Give the count of lines in the data that include "خليل", with no other words.

Dataset records Start Marker

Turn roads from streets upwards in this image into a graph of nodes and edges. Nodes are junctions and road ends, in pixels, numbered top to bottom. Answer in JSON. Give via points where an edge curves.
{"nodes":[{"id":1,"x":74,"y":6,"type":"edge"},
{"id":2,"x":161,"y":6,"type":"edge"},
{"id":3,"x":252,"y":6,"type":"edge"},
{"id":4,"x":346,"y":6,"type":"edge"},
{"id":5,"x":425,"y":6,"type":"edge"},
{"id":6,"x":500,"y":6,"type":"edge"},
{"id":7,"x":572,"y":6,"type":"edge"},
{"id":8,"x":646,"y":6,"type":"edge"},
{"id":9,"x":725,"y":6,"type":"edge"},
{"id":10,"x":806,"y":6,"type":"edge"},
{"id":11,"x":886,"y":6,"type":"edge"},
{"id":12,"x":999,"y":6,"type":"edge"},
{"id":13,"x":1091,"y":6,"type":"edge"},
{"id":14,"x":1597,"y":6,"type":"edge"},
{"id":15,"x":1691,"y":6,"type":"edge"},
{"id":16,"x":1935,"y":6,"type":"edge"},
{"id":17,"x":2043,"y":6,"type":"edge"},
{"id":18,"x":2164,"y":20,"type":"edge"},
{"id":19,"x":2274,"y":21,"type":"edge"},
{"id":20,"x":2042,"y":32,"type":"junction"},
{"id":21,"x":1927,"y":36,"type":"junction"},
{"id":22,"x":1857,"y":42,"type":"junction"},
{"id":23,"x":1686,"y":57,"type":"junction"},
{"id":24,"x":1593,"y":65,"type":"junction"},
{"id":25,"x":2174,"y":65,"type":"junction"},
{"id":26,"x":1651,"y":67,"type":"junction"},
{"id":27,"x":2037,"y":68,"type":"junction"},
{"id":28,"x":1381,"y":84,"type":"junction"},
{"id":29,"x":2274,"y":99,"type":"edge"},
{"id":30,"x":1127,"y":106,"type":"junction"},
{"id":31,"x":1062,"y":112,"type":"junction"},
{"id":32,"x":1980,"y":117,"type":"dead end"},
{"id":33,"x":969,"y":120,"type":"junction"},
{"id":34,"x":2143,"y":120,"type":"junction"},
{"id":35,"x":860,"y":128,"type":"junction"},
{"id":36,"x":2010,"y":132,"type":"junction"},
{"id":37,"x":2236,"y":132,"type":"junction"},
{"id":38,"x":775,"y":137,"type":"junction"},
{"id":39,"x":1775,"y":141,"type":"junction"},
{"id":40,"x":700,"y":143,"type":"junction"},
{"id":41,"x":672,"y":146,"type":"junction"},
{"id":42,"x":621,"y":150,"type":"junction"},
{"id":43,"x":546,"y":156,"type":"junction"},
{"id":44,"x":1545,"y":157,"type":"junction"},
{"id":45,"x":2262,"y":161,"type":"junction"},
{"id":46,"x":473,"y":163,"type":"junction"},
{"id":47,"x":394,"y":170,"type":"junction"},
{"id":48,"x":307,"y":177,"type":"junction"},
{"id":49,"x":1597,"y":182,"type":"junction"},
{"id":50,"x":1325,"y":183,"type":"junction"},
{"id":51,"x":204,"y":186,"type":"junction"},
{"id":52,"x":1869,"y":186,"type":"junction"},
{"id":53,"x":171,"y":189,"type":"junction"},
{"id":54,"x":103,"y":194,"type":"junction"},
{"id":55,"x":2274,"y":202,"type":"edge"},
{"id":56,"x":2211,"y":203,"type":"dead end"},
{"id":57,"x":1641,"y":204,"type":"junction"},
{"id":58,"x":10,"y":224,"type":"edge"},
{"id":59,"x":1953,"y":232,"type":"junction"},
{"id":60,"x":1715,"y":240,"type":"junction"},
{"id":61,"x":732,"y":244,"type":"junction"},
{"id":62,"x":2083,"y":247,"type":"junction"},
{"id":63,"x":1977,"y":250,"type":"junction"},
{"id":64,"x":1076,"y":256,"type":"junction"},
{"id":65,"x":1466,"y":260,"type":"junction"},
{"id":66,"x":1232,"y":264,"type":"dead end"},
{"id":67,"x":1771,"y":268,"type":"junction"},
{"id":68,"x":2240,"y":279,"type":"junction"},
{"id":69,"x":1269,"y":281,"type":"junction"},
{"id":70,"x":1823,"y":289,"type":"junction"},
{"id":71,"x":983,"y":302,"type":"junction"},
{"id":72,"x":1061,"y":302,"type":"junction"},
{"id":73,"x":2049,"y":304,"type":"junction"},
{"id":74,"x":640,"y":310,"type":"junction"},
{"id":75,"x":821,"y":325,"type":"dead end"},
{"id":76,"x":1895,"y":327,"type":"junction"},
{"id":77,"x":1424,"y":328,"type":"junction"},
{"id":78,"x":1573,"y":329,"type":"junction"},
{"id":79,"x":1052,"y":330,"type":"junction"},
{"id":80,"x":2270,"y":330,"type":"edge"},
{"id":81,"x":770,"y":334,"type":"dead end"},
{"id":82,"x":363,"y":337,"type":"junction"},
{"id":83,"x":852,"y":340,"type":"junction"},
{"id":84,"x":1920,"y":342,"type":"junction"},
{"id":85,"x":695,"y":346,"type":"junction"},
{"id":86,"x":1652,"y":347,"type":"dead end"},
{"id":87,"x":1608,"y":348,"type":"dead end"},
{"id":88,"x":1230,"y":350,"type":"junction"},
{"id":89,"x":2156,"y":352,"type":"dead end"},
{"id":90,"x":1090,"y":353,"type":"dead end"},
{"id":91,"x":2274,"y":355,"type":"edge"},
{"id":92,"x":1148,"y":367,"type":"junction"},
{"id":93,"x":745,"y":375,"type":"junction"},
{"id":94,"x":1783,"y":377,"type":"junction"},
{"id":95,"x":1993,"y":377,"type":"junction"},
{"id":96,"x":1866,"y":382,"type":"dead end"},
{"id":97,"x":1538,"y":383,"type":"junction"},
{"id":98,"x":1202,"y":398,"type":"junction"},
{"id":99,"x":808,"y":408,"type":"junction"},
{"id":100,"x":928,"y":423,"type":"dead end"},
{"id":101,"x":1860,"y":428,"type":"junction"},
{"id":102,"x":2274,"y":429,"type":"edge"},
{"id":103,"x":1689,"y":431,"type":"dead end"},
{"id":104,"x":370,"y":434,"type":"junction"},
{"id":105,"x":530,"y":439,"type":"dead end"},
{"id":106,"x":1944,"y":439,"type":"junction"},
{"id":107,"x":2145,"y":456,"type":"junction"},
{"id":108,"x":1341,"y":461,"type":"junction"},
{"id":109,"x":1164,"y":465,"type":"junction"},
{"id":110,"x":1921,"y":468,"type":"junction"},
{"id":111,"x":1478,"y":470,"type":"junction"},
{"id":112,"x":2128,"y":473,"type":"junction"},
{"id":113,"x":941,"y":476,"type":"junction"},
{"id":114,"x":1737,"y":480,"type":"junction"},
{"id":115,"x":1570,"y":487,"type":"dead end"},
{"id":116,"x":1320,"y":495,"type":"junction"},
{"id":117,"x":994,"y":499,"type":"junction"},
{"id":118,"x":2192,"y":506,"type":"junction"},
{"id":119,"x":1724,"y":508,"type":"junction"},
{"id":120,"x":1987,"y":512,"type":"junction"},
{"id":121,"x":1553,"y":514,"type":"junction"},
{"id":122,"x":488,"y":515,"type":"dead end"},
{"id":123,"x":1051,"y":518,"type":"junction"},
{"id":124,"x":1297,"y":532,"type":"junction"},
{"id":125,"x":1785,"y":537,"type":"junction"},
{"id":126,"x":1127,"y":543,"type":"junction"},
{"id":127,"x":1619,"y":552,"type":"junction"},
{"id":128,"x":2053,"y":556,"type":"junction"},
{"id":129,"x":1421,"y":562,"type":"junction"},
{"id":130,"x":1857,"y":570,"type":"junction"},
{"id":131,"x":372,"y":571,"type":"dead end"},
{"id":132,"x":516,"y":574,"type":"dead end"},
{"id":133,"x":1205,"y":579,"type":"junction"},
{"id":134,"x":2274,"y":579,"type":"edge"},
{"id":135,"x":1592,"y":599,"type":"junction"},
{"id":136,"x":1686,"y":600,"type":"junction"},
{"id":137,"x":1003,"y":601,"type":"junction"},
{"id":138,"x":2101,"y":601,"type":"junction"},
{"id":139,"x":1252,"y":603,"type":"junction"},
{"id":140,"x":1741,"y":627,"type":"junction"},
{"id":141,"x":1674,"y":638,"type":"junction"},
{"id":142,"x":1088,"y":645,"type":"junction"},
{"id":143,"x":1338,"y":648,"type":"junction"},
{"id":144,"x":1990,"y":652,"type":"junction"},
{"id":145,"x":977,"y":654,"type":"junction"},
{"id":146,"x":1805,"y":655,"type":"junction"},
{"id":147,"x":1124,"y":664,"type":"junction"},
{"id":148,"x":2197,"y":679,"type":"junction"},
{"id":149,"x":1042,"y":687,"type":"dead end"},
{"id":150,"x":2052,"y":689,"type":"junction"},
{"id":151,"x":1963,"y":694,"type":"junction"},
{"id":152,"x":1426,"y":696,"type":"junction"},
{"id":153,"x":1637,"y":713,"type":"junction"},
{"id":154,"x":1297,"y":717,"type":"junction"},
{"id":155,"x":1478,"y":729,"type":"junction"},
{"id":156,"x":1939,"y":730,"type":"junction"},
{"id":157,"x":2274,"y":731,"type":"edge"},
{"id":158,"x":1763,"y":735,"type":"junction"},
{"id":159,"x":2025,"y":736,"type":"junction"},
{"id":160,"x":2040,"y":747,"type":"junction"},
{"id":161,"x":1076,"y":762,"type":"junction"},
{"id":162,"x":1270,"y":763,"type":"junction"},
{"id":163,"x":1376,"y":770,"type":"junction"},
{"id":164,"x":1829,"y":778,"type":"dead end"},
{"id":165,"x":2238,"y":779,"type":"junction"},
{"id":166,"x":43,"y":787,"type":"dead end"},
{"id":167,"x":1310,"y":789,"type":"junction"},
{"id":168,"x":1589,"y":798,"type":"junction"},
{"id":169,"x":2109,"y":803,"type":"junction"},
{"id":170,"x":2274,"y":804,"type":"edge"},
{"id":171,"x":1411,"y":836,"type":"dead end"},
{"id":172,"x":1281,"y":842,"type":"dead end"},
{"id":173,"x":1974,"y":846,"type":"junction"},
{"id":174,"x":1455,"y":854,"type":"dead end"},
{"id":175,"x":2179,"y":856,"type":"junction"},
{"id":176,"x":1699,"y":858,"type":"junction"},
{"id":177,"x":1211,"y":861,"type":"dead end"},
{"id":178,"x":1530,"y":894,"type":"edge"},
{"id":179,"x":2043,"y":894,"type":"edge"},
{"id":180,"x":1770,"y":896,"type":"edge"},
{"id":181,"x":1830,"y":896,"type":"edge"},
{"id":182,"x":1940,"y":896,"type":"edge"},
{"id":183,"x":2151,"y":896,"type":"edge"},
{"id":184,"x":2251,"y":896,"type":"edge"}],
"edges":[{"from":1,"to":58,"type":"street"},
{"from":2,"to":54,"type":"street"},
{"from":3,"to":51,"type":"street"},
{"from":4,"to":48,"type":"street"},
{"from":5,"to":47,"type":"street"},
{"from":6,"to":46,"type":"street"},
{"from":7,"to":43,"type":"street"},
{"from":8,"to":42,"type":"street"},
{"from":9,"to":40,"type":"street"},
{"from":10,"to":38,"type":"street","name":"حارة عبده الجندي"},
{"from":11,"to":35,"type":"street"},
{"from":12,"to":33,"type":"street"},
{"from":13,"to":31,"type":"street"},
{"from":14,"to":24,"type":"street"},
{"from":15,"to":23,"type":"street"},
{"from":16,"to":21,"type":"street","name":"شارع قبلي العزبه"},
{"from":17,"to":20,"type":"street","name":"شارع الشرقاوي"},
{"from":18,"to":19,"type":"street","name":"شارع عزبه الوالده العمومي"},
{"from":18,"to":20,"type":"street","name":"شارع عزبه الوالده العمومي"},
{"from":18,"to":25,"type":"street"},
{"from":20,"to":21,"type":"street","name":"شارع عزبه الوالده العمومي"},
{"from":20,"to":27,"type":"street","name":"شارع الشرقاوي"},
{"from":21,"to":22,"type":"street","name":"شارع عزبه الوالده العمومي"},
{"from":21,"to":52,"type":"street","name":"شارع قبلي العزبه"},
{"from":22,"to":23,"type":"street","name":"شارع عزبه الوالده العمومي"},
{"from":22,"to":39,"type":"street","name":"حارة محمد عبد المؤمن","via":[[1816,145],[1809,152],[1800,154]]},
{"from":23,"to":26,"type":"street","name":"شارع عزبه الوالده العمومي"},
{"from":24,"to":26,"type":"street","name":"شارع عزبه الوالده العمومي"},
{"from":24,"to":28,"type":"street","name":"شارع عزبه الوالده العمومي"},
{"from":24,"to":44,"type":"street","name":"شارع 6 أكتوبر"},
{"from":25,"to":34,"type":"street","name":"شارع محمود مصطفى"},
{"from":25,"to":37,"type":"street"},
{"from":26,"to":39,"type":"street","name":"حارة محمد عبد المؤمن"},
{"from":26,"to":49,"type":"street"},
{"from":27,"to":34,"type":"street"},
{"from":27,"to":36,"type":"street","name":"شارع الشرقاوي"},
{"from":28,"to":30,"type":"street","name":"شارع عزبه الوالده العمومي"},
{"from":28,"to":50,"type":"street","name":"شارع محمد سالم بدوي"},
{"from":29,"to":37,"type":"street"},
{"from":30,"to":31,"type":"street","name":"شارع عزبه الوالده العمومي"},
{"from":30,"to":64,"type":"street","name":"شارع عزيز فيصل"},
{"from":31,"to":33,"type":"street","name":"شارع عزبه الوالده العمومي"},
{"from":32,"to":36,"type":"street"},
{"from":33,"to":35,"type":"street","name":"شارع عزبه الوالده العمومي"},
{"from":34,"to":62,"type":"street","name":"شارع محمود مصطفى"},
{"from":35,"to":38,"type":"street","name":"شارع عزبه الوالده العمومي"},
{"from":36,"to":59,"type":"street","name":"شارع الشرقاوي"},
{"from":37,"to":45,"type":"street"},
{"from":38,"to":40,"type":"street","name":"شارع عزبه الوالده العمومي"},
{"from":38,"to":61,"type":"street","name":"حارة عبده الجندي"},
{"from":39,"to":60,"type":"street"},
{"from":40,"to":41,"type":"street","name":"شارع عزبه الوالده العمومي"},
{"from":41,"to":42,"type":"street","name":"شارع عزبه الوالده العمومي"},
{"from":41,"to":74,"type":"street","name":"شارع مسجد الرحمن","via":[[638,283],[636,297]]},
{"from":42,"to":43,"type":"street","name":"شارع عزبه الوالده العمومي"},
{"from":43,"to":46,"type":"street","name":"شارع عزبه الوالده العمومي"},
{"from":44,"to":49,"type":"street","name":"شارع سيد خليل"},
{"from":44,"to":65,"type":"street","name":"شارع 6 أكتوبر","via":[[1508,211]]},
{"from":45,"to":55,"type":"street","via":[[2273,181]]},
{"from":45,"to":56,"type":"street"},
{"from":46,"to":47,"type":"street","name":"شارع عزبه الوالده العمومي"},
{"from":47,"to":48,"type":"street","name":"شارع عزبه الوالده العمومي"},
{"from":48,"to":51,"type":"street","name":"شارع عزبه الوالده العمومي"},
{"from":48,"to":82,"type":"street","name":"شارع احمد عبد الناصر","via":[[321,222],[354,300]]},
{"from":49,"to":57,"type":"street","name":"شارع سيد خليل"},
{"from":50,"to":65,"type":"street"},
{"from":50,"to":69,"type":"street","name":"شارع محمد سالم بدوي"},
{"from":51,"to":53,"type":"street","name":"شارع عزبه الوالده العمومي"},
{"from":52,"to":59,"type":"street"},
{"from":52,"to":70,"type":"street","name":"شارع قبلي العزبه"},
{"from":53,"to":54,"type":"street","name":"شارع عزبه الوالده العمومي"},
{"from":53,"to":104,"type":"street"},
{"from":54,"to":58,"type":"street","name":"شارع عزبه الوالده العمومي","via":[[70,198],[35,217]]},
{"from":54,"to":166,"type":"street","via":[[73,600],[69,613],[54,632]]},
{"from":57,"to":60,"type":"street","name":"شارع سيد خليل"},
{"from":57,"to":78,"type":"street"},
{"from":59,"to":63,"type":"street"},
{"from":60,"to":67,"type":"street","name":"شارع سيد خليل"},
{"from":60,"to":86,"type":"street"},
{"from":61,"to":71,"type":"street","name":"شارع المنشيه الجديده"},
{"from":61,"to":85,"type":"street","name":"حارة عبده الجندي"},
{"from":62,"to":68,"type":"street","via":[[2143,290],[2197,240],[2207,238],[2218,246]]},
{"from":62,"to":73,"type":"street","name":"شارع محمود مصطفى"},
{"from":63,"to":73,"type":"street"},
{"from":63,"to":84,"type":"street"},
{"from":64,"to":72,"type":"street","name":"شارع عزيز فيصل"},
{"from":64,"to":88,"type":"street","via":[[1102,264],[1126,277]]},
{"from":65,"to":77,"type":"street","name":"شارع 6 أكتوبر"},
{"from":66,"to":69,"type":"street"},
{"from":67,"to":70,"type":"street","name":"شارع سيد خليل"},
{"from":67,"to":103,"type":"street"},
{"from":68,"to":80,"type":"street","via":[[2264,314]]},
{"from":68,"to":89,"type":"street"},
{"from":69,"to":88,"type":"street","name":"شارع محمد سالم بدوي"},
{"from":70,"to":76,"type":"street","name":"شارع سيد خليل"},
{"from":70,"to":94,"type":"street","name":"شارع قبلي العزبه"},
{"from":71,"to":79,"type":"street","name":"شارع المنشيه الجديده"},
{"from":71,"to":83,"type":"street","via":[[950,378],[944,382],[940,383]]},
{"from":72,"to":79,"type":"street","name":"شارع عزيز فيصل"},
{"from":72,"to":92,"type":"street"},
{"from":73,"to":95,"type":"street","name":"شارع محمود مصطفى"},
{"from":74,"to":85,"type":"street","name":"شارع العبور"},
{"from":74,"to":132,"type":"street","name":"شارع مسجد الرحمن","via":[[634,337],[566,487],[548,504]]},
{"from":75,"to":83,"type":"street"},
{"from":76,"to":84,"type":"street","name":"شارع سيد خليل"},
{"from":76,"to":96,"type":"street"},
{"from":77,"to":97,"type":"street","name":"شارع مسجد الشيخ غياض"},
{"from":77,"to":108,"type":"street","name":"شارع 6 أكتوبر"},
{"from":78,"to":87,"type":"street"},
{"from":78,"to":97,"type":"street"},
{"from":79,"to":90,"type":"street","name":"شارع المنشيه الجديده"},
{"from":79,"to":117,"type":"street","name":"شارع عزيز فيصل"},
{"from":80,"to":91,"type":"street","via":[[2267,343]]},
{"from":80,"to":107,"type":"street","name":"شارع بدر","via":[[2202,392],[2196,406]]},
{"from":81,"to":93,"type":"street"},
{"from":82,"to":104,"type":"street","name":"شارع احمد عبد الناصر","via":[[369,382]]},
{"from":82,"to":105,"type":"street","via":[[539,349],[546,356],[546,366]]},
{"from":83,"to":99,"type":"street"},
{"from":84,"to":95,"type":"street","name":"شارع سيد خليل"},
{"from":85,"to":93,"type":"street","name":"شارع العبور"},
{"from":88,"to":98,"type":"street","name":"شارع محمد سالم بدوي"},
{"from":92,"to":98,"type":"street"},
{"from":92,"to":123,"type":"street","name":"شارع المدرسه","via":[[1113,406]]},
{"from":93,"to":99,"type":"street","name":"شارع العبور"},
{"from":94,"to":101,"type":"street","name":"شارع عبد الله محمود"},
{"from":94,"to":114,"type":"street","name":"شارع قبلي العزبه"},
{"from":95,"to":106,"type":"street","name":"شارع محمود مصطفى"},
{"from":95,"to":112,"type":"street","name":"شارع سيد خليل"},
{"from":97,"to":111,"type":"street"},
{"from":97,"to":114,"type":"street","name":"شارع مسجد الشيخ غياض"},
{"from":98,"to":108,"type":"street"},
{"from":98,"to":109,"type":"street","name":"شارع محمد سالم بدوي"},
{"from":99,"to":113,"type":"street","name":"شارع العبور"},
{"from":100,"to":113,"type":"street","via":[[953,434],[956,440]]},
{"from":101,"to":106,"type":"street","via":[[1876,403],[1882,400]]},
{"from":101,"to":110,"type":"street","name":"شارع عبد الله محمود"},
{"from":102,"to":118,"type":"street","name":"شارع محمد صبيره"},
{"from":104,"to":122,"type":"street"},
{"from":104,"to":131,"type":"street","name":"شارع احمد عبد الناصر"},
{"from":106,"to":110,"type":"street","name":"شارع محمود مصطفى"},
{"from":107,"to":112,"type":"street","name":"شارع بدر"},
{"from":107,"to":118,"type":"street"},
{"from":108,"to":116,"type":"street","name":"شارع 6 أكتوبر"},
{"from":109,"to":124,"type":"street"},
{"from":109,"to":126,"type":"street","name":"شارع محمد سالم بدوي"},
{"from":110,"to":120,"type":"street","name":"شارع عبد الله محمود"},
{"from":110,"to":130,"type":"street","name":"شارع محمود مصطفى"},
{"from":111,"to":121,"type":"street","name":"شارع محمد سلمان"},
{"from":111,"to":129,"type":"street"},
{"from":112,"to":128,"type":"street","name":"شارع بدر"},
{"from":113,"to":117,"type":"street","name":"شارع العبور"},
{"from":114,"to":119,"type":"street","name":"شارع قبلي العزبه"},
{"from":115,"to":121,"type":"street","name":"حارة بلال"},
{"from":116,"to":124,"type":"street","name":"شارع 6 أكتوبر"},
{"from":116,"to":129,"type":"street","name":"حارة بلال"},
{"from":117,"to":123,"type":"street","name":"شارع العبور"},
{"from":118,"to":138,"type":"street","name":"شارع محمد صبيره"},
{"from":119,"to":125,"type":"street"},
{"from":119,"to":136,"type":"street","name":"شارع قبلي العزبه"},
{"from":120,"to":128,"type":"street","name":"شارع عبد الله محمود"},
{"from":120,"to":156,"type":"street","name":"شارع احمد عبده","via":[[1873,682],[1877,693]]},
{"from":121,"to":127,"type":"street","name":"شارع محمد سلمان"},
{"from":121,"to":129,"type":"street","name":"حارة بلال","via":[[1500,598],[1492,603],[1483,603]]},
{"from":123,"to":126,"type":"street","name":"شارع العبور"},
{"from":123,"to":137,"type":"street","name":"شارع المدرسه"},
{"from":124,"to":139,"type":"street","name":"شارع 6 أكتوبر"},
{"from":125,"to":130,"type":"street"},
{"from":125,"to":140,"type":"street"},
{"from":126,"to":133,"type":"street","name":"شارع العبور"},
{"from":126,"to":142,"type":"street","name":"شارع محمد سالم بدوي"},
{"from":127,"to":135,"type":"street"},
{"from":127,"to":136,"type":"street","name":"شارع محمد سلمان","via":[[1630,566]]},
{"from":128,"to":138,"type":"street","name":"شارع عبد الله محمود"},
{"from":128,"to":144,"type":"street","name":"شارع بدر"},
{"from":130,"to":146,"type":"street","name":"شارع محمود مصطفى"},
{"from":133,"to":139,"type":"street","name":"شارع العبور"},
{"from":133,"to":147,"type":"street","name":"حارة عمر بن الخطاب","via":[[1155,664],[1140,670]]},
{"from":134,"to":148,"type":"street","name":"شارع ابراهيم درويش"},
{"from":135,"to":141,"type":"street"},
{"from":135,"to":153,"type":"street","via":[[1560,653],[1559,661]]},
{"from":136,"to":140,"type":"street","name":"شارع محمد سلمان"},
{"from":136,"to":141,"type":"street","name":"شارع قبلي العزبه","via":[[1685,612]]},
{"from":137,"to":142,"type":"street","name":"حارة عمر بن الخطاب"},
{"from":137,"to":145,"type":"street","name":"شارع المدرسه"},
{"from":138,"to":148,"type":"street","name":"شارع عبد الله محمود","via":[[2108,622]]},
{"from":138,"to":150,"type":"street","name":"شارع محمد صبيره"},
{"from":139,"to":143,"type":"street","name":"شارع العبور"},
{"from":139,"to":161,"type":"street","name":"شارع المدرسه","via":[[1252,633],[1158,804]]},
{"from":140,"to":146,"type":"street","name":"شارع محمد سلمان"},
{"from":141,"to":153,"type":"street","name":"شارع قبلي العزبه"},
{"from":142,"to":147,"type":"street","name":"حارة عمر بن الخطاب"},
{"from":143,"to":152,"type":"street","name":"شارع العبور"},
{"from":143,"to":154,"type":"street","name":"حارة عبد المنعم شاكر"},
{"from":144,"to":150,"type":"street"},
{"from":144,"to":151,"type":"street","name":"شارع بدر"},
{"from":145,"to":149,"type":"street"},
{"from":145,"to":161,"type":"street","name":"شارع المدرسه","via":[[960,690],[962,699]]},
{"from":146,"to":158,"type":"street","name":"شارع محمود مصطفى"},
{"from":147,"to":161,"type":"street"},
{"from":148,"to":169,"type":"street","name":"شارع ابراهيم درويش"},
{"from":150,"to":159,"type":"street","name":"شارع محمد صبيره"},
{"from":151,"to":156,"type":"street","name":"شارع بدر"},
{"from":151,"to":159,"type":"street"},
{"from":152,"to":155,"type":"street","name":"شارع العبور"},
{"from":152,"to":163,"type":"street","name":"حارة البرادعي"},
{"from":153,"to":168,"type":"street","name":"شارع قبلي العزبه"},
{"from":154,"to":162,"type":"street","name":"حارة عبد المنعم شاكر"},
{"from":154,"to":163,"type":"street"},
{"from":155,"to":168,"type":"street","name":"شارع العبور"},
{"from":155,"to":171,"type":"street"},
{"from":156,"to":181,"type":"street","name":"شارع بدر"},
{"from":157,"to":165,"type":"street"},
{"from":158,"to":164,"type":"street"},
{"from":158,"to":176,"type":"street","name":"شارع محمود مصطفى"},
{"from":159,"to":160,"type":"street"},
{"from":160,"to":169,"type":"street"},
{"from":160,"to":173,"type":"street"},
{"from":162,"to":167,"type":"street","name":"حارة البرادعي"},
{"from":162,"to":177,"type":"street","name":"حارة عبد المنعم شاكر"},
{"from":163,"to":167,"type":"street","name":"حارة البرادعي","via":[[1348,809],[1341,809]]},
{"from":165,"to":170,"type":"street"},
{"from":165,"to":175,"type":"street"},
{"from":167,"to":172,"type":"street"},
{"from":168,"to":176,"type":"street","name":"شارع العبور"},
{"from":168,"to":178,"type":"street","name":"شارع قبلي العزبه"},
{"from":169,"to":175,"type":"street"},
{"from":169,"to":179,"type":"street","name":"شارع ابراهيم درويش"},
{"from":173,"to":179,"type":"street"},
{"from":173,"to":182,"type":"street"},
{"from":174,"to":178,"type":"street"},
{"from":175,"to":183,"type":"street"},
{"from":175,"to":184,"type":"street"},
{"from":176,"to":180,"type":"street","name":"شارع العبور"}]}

Dataset records End Marker

| Solution |
9